I have been discussing with my friends on how some currencies compare against USD. For example, the Kuwaiti Dinar is the most expensive currency in the world (1 KWD = 3.55 USD = 1.77GBP).

Also, 1 US Dollar = 1.87208 Brazilian Real. However, before Brazil introduced new Real in 1994, you could get a lot more of the old currency for 1 USD. The new Real just divided the old currency by some factor.

So, just because a currency will buy you more dollars than another one doesn’t mean that economy of that country is better. It might be true in some cases but doesn’t have to be true all the time.

So, my questions is … since a British Pound is worth more than US Dollar … what does that say about the British economy compared to the US? Since pound is worth more than dollar there is just less pound to go around to balance it out?


There’s not simple answer to your question. The pound is worth more because of its power, it can buy more goods. However, the change in prices as you see in say the real is due to a perception of supply and demand. When you revaluate or print new money there is an assumption the new money will be more ‘trustworthy’ than the old currency (or more specifically the new economy generally introduced by a new regime). This new ‘optimism’ can encourage investors (foreign investors) and thus increase demand for domestic currency. Right now America is tanking because people are opting for other foreign currencies and investments. That will change no doubt.

6 responses to “Comparing Foreign Currencies to US Dollar (Dinar v Dollar)”

  1. Unfortunently….well maybe fortunately, currency that is exchanged today does not have value in and of itself, like a commodity does. And unlike a couple of years ago when currency was backed by a gold standard or just plain “standard” of some sort, currency today is dependent upon the supply of the coinage controlled by that government as well as the perception of worth. The “power” you speak of is all a perception, and the more people believe that perception the more worth and value the currency has.

  2. Technically the American Dollars and many other currencies are in fact backed by a gold standard. Today in 2009 gold is up so high because people have less faith in the fiat money. When you peg to international currencies then sometimes that indicates you really don’t have much other than perception.

  3. Comparing Foreign Currencies to US Dollar (Dinar v Dollar) | Discuss Economics Blog…

    Comparing Foreign Currencies to US Dollar (Dinar v Dollar) | Discuss Economics Blog…

  4. I agree with b6zulu, the currency itself does not have any value unlike commodities like gold and Silver. It is all in how it is perceived by the people. The people are what gives a certain currency its worth and another less worth. The fiat monies come and go and there are many people that always lose everything when this happens. The U.S. Dollar is not going to be an exception. However, Gold has always been here and always will be here. And also, the U.S. Dollar is not backed by a Gold standard. This ended a long time ago.

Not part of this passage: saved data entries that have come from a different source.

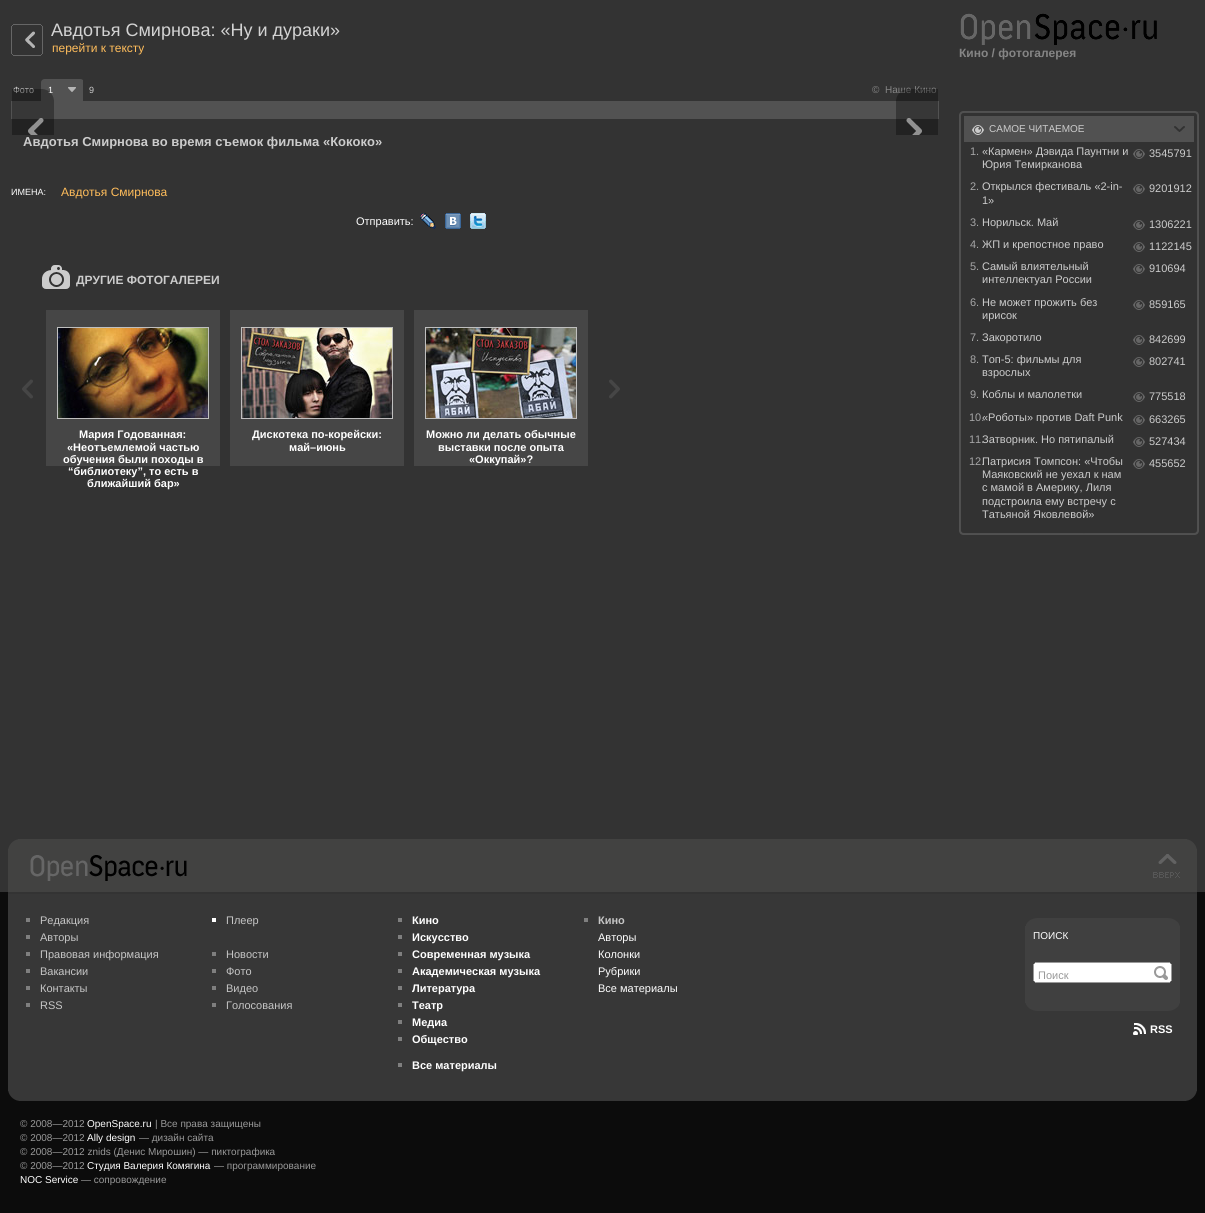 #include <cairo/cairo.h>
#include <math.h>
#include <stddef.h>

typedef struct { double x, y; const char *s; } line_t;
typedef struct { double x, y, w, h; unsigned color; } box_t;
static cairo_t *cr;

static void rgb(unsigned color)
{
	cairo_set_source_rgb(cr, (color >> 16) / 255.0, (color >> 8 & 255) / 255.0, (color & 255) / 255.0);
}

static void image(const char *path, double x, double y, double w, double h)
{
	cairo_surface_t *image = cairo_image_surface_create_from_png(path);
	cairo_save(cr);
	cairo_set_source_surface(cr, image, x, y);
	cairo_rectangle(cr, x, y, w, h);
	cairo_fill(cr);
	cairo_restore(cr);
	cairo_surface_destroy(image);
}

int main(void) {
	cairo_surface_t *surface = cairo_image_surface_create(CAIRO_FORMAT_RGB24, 1205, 1213);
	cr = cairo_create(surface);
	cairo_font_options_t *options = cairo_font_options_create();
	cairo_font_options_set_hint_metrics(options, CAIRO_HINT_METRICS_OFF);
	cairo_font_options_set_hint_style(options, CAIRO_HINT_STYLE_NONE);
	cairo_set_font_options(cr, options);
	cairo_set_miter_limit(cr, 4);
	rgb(0x333333);
	cairo_paint(cr);
	image("img/1.png", 11, 24, 32, 32);
	image("img/2.png", 41, 79, 42, 22);
	rgb(0x525252);
	cairo_rectangle(cr, 11, 101, 928, 18);
	cairo_fill(cr);
	image("img/5.png", 420, 213, 16, 16);
	image("img/6.png", 445, 213, 16, 16);
	image("img/7.png", 470, 213, 16, 16);
	image("img/8.png", 42, 265, 28, 24);
	image("img/9.png", 22, 379, 11, 20);
	image("img/10.png", 609, 379, 11, 20);
	rgb(0x464646);
	cairo_rectangle(cr, 46, 310, 174, 156);
	cairo_fill(cr);
	cairo_rectangle(cr, 57.5, 327.5, 151, 91);
	rgb(0xbfbfbf);
	cairo_set_line_width(cr, 1);
	cairo_stroke(cr);
	image("img/11.png", 58, 328, 150, 90);
	rgb(0x464646);
	cairo_rectangle(cr, 230, 310, 174, 156);
	cairo_fill(cr);
	cairo_rectangle(cr, 241.5, 327.5, 151, 91);
	rgb(0xbfbfbf);
	cairo_stroke(cr);
	image("img/12.png", 242, 328, 150, 90);
	rgb(0x464646);
	cairo_rectangle(cr, 414, 310, 174, 156);
	cairo_fill(cr);
	cairo_rectangle(cr, 425.5, 327.5, 151, 91);
	rgb(0xbfbfbf);
	cairo_stroke(cr);
	image("img/13.png", 426, 328, 150, 90);
	image("img/14.png", 960, 13, 197, 32);
	image("img/15.png", 959, 111, 240, 5);
	image("img/16.png", 959, 116, 240, 419);
	image("img/17.png", 964, 116, 230, 26);
	image("img/18.png", 1133, 149, 12, 10);
	image("img/18.png", 1133, 184, 12, 10);
	image("img/18.png", 1133, 220, 12, 10);
	image("img/18.png", 1133, 242, 12, 10);
	image("img/18.png", 1133, 264, 12, 10);
	image("img/18.png", 1133, 300, 12, 10);
	image("img/18.png", 1133, 335, 12, 10);
	image("img/18.png", 1133, 357, 12, 10);
	image("img/18.png", 1133, 392, 12, 10);
	image("img/18.png", 1133, 415, 12, 10);
	image("img/18.png", 1133, 437, 12, 10);
	image("img/18.png", 1133, 459, 12, 10);
	rgb(0x424241);
	cairo_rectangle(cr, 8, 839, 1189, 53);
	cairo_fill(cr);
	image("img/19.png", 8, 839, 10, 10);
	image("img/20.png", 1187, 839, 10, 10);
	image("img/21.png", 30, 855, 157, 26);
	image("img/22.png", 1153, 854, 27, 24);
	rgb(0x0c0c0c);
	cairo_rectangle(cr, 0, 1101, 1205, 112);
	cairo_fill(cr);
	rgb(0x373737);
	cairo_rectangle(cr, 8, 894, 1189, 207);
	cairo_fill(cr);
	image("img/23.png", 1186, 1091, 11, 10);
	rgb(0x0c0c0c);
	cairo_rectangle(cr, 1197, 892, 8, 209);
	cairo_fill(cr);
	cairo_rectangle(cr, 0, 892, 8, 209);
	cairo_fill(cr);
	image("img/24.png", 8, 1091, 11, 10);
	{
		static const box_t items[] = {
			{26, 918, 4, 4, 0x7f7f7f},
			{26, 935, 4, 4, 0x7f7f7f},
			{26, 952, 4, 4, 0x7f7f7f},
			{26, 969, 4, 4, 0x7f7f7f},
			{26, 986, 4, 4, 0x7f7f7f},
			{26, 1003, 4, 4, 0x7f7f7f},
			{212, 918, 4, 4, 0xffffff},
			{212, 952, 4, 4, 0x7f7f7f},
			{212, 969, 4, 4, 0x7f7f7f},
			{212, 986, 4, 4, 0x7f7f7f},
			{212, 1003, 4, 4, 0x7f7f7f},
			{398, 918, 4, 4, 0x7f7f7f},
			{398, 935, 4, 4, 0x7f7f7f},
			{398, 952, 4, 4, 0x7f7f7f},
			{398, 969, 4, 4, 0x7f7f7f},
			{398, 986, 4, 4, 0x7f7f7f},
			{398, 1003, 4, 4, 0x7f7f7f},
			{398, 1020, 4, 4, 0x7f7f7f},
			{398, 1037, 4, 4, 0x7f7f7f},
			{398, 1063, 4, 4, 0x7f7f7f},
			{584, 918, 4, 4, 0x7f7f7f},
		};
		for (size_t i = 0; i < sizeof items / sizeof *items; i++) {
			rgb(items[i].color);
			cairo_rectangle(cr, items[i].x, items[i].y, items[i].w, items[i].h);
			cairo_fill(cr);
		}
	}
	image("img/25.png", 1026, 918, 154, 8);
	rgb(0x404040);
	cairo_rectangle(cr, 1025, 926, 155, 77);
	cairo_fill(cr);
	image("img/26.png", 1025, 1003, 155, 8);
	image("img/27.png", 1033, 962, 121, 21);
	image("img/28.png", 1154, 962, 18, 21);
	image("img/29.png", 1133, 1023, 13, 12);
	cairo_select_font_face(cr, "Liberation Sans", CAIRO_FONT_SLANT_NORMAL, CAIRO_FONT_WEIGHT_NORMAL);
	cairo_set_font_size(cr, 18);
	rgb(0xd3d3d3);
	cairo_move_to(cr, 51, 36);
	cairo_show_text(cr, "Авдотья Смирнова: «Ну и дураки»");
	cairo_set_font_size(cr, 12);
	rgb(0xffbd5b);
	cairo_move_to(cr, 52, 52);
	cairo_show_text(cr, "перейти к тексту");
	cairo_set_font_size(cr, 9);
	rgb(0xcccccc);
	cairo_move_to(cr, 13, 93);
	cairo_show_text(cr, "Фото");
	rgb(0xffffff);
	cairo_move_to(cr, 48, 93);
	cairo_show_text(cr, "1");
	rgb(0xcccccc);
	cairo_move_to(cr, 89, 93);
	cairo_show_text(cr, "9");
	cairo_set_font_size(cr, 10);
	rgb(0x858585);
	cairo_move_to(cr, 872, 93);
	cairo_show_text(cr, "©");
	cairo_move_to(cr, 885, 93);
	cairo_show_text(cr, "Наше Кино");
	image("img/3.png", 12, 89, 42, 46);
	image("img/4.png", 896, 89, 42, 46);
	cairo_select_font_face(cr, "Liberation Sans", CAIRO_FONT_SLANT_NORMAL, CAIRO_FONT_WEIGHT_BOLD);
	cairo_set_font_size(cr, 13);
	rgb(0xcccccc);
	cairo_move_to(cr, 23, 146);
	cairo_show_text(cr, "Авдотья Смирнова во время съемок фильма «Кококо»");
	cairo_select_font_face(cr, "Liberation Sans", CAIRO_FONT_SLANT_NORMAL, CAIRO_FONT_WEIGHT_NORMAL);
	cairo_set_font_size(cr, 9);
	rgb(0xffffff);
	cairo_move_to(cr, 11, 195);
	cairo_show_text(cr, "ИМЕНА:");
	cairo_set_font_size(cr, 12);
	rgb(0xffbd5b);
	cairo_move_to(cr, 61, 196);
	cairo_show_text(cr, "Авдотья Смирнова");
	cairo_set_font_size(cr, 11);
	rgb(0xffffff);
	cairo_move_to(cr, 356, 225);
	cairo_show_text(cr, "Отправить:");
	cairo_select_font_face(cr, "Liberation Sans", CAIRO_FONT_SLANT_NORMAL, CAIRO_FONT_WEIGHT_BOLD);
	cairo_set_font_size(cr, 12);
	rgb(0xcccccc);
	cairo_move_to(cr, 76, 284);
	cairo_show_text(cr, "ДРУГИЕ ФОТОГАЛЕРЕИ");
	cairo_set_font_size(cr, 11);
	rgb(0xffffff);
	{
		static const line_t items[] = {
			{79, 438, "Мария Годованная:"},
			{67, 451, "«Неотъемлемой частью"},
			{63, 463, "обучения были походы в"},
			{68, 475, "“библиотеку”, то есть в"},
			{87, 487, "ближайший бар»"},
			{252, 438, "Дискотека по-корейски:"},
			{289, 451, "май–июнь"},
			{426, 438, "Можно ли делать обычные"},
			{438, 451, "выставки после опыта"},
			{469, 463, "«Оккупай»?"},
		};
		for (size_t i = 0; i < sizeof items / sizeof *items; i++) {
			cairo_move_to(cr, items[i].x, items[i].y);
			cairo_show_text(cr, items[i].s);
		}
	}
	cairo_set_font_size(cr, 12);
	rgb(0x858585);
	cairo_move_to(cr, 959, 57);
	cairo_show_text(cr, "Кино / фотогалерея");
	cairo_select_font_face(cr, "Liberation Sans", CAIRO_FONT_SLANT_NORMAL, CAIRO_FONT_WEIGHT_NORMAL);
	cairo_set_font_size(cr, 10);
	rgb(0xcccccc);
	cairo_move_to(cr, 989, 132);
	cairo_show_text(cr, "САМОЕ ЧИТАЕМОЕ");
	cairo_set_font_size(cr, 11);
	rgb(0xa6a6a7);
	cairo_move_to(cr, 970, 155);
	cairo_show_text(cr, "1.");
	rgb(0xcccccc);
	{
		static const line_t items[] = {
			{982, 155, "«Кармен» Дэвида Паунтни и"},
			{982, 168, "Юрия Темирканова"},
			{1149, 157, "3545791"},
		};
		for (size_t i = 0; i < sizeof items / sizeof *items; i++) {
			cairo_move_to(cr, items[i].x, items[i].y);
			cairo_show_text(cr, items[i].s);
		}
	}
	rgb(0xa6a6a7);
	cairo_move_to(cr, 970, 190);
	cairo_show_text(cr, "2.");
	rgb(0xcccccc);
	{
		static const line_t items[] = {
			{982, 190, "Открылся фестиваль «2-in-"},
			{982, 204, "1»"},
			{1149, 192, "9201912"},
		};
		for (size_t i = 0; i < sizeof items / sizeof *items; i++) {
			cairo_move_to(cr, items[i].x, items[i].y);
			cairo_show_text(cr, items[i].s);
		}
	}
	rgb(0xa6a6a7);
	cairo_move_to(cr, 970, 226);
	cairo_show_text(cr, "3.");
	rgb(0xcccccc);
	cairo_move_to(cr, 982, 226);
	cairo_show_text(cr, "Норильск. Май");
	cairo_move_to(cr, 1149, 228);
	cairo_show_text(cr, "1306221");
	rgb(0xa6a6a7);
	cairo_move_to(cr, 970, 248);
	cairo_show_text(cr, "4.");
	rgb(0xcccccc);
	cairo_move_to(cr, 982, 248);
	cairo_show_text(cr, "ЖП и крепостное право");
	cairo_move_to(cr, 1149, 250);
	cairo_show_text(cr, "1122145");
	rgb(0xa6a6a7);
	cairo_move_to(cr, 970, 270);
	cairo_show_text(cr, "5.");
	rgb(0xcccccc);
	{
		static const line_t items[] = {
			{982, 270, "Самый влиятельный"},
			{982, 283, "интеллектуал России"},
			{1149, 272, "910694"},
		};
		for (size_t i = 0; i < sizeof items / sizeof *items; i++) {
			cairo_move_to(cr, items[i].x, items[i].y);
			cairo_show_text(cr, items[i].s);
		}
	}
	rgb(0xa6a6a7);
	cairo_move_to(cr, 970, 306);
	cairo_show_text(cr, "6.");
	rgb(0xcccccc);
	{
		static const line_t items[] = {
			{982, 306, "Не может прожить без"},
			{982, 319, "ирисок"},
			{1149, 308, "859165"},
		};
		for (size_t i = 0; i < sizeof items / sizeof *items; i++) {
			cairo_move_to(cr, items[i].x, items[i].y);
			cairo_show_text(cr, items[i].s);
		}
	}
	rgb(0xa6a6a7);
	cairo_move_to(cr, 970, 341);
	cairo_show_text(cr, "7.");
	rgb(0xcccccc);
	cairo_move_to(cr, 982, 341);
	cairo_show_text(cr, "Закоротило");
	cairo_move_to(cr, 1149, 343);
	cairo_show_text(cr, "842699");
	rgb(0xa6a6a7);
	cairo_move_to(cr, 970, 363);
	cairo_show_text(cr, "8.");
	rgb(0xcccccc);
	{
		static const line_t items[] = {
			{982, 363, "Топ-5: фильмы для"},
			{982, 376, "взрослых"},
			{1149, 365, "802741"},
		};
		for (size_t i = 0; i < sizeof items / sizeof *items; i++) {
			cairo_move_to(cr, items[i].x, items[i].y);
			cairo_show_text(cr, items[i].s);
		}
	}
	rgb(0xa6a6a7);
	cairo_move_to(cr, 970, 398);
	cairo_show_text(cr, "9.");
	rgb(0xcccccc);
	cairo_move_to(cr, 982, 398);
	cairo_show_text(cr, "Коблы и малолетки");
	cairo_move_to(cr, 1149, 400);
	cairo_show_text(cr, "775518");
	rgb(0xa6a6a7);
	cairo_move_to(cr, 969, 421);
	cairo_show_text(cr, "10.");
	rgb(0xcccccc);
	cairo_move_to(cr, 982, 421);
	cairo_show_text(cr, "«Роботы» против Daft Punk");
	cairo_move_to(cr, 1149, 423);
	cairo_show_text(cr, "663265");
	rgb(0xa6a6a7);
	cairo_move_to(cr, 969, 443);
	cairo_show_text(cr, "11.");
	rgb(0xcccccc);
	cairo_move_to(cr, 982, 443);
	cairo_show_text(cr, "Затворник. Но пятипалый");
	cairo_move_to(cr, 1149, 445);
	cairo_show_text(cr, "527434");
	rgb(0xa6a6a7);
	cairo_move_to(cr, 969, 465);
	cairo_show_text(cr, "12.");
	rgb(0xcccccc);
	{
		static const line_t items[] = {
			{982, 465, "Патрисия Томпсон: «Чтобы"},
			{982, 478, "Маяковский не уехал к нам"},
			{982, 491, "с мамой в Америку, Лиля"},
			{982, 505, "подстроила ему встречу с"},
			{982, 518, "Татьяной Яковлевой»"},
			{1149, 467, "455652"},
		};
		for (size_t i = 0; i < sizeof items / sizeof *items; i++) {
			cairo_move_to(cr, items[i].x, items[i].y);
			cairo_show_text(cr, items[i].s);
		}
	}
	rgb(0xc6c6c6);
	{
		static const line_t items[] = {
			{40, 924, "Редакция"},
			{40, 941, "Авторы"},
			{40, 958, "Правовая информация"},
			{40, 975, "Вакансии"},
			{40, 992, "Контакты"},
			{40, 1009, "RSS"},
			{226, 924, "Плеер"},
			{226, 958, "Новости"},
			{226, 975, "Фото"},
			{226, 992, "Видео"},
			{226, 1009, "Голосования"},
		};
		for (size_t i = 0; i < sizeof items / sizeof *items; i++) {
			cairo_move_to(cr, items[i].x, items[i].y);
			cairo_show_text(cr, items[i].s);
		}
	}
	cairo_select_font_face(cr, "Liberation Sans", CAIRO_FONT_SLANT_NORMAL, CAIRO_FONT_WEIGHT_BOLD);
	rgb(0xffffff);
	{
		static const line_t items[] = {
			{412, 924, "Кино"},
			{412, 941, "Искусство"},
			{412, 958, "Современная музыка"},
			{412, 975, "Академическая музыка"},
			{412, 992, "Литература"},
			{412, 1009, "Театр"},
			{412, 1026, "Медиа"},
			{412, 1043, "Общество"},
			{412, 1069, "Все материалы"},
		};
		for (size_t i = 0; i < sizeof items / sizeof *items; i++) {
			cairo_move_to(cr, items[i].x, items[i].y);
			cairo_show_text(cr, items[i].s);
		}
	}
	rgb(0xc6c6c6);
	cairo_move_to(cr, 598, 924);
	cairo_show_text(cr, "Кино");
	cairo_select_font_face(cr, "Liberation Sans", CAIRO_FONT_SLANT_NORMAL, CAIRO_FONT_WEIGHT_NORMAL);
	rgb(0xffffff);
	{
		static const line_t items[] = {
			{598, 941, "Авторы"},
			{598, 958, "Колонки"},
			{598, 975, "Рубрики"},
			{598, 992, "Все материалы"},
		};
		for (size_t i = 0; i < sizeof items / sizeof *items; i++) {
			cairo_move_to(cr, items[i].x, items[i].y);
			cairo_show_text(cr, items[i].s);
		}
	}
	cairo_set_font_size(cr, 10);
	cairo_move_to(cr, 1033, 939);
	cairo_show_text(cr, "ПОИСК");
	cairo_set_font_size(cr, 11);
	rgb(0x999999);
	cairo_move_to(cr, 1038, 979);
	cairo_show_text(cr, "Поиск");
	cairo_select_font_face(cr, "Liberation Sans", CAIRO_FONT_SLANT_NORMAL, CAIRO_FONT_WEIGHT_BOLD);
	rgb(0xffffff);
	cairo_move_to(cr, 1150, 1033);
	cairo_show_text(cr, "RSS");
	cairo_select_font_face(cr, "Liberation Sans", CAIRO_FONT_SLANT_NORMAL, CAIRO_FONT_WEIGHT_NORMAL);
	cairo_set_font_size(cr, 10);
	rgb(0x999999);
	cairo_move_to(cr, 20, 1127);
	cairo_show_text(cr, "© 2008—2012");
	rgb(0xffffff);
	cairo_move_to(cr, 87, 1127);
	cairo_show_text(cr, "OpenSpace.ru");
	rgb(0x999999);
	cairo_move_to(cr, 155, 1127);
	cairo_show_text(cr, "| Все права защищены");
	cairo_move_to(cr, 20, 1141);
	cairo_show_text(cr, "© 2008—2012");
	rgb(0xffffff);
	cairo_move_to(cr, 87, 1141);
	cairo_show_text(cr, "Ally design");
	rgb(0x999999);
	{
		static const line_t items[] = {
			{139, 1141, "— дизайн сайта"},
			{20, 1155, "© 2008—2012 znids (Денис Мирошин) — пиктографика"},
			{20, 1169, "© 2008—2012"},
		};
		for (size_t i = 0; i < sizeof items / sizeof *items; i++) {
			cairo_move_to(cr, items[i].x, items[i].y);
			cairo_show_text(cr, items[i].s);
		}
	}
	rgb(0xffffff);
	cairo_move_to(cr, 87, 1169);
	cairo_show_text(cr, "Студия Валерия Комягина");
	rgb(0x999999);
	cairo_move_to(cr, 214, 1169);
	cairo_show_text(cr, "— программирование");
	rgb(0xffffff);
	cairo_move_to(cr, 20, 1183);
	cairo_show_text(cr, "NOC Service");
	rgb(0x999999);
	cairo_move_to(cr, 81, 1183);
	cairo_show_text(cr, "— сопровождение");
	cairo_surface_write_to_png(surface, "page.png");
	cairo_font_options_destroy(options);
	cairo_destroy(cr);
	cairo_surface_destroy(surface);
	return 0;
}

  5. What sort of actions (if any) can the government take to help raise people’s perception of the USD?

  6. Iraqi Dinar is very real, but the pitch many Dinar dealers try to send your way is far from reality and designed to get you buy from them. Some of these dealers even go as far as to explain that they are trusted by the government and supply you with a document to reinforce this illusion.

    First, the US government requires a business (or anyone for that matter) to register with them when selling any kind of currency. Once you register, the US Government will send you a letter confirming your registration. IT DOES NOT mean that they trust or vouch for the company, only that they complied with the law.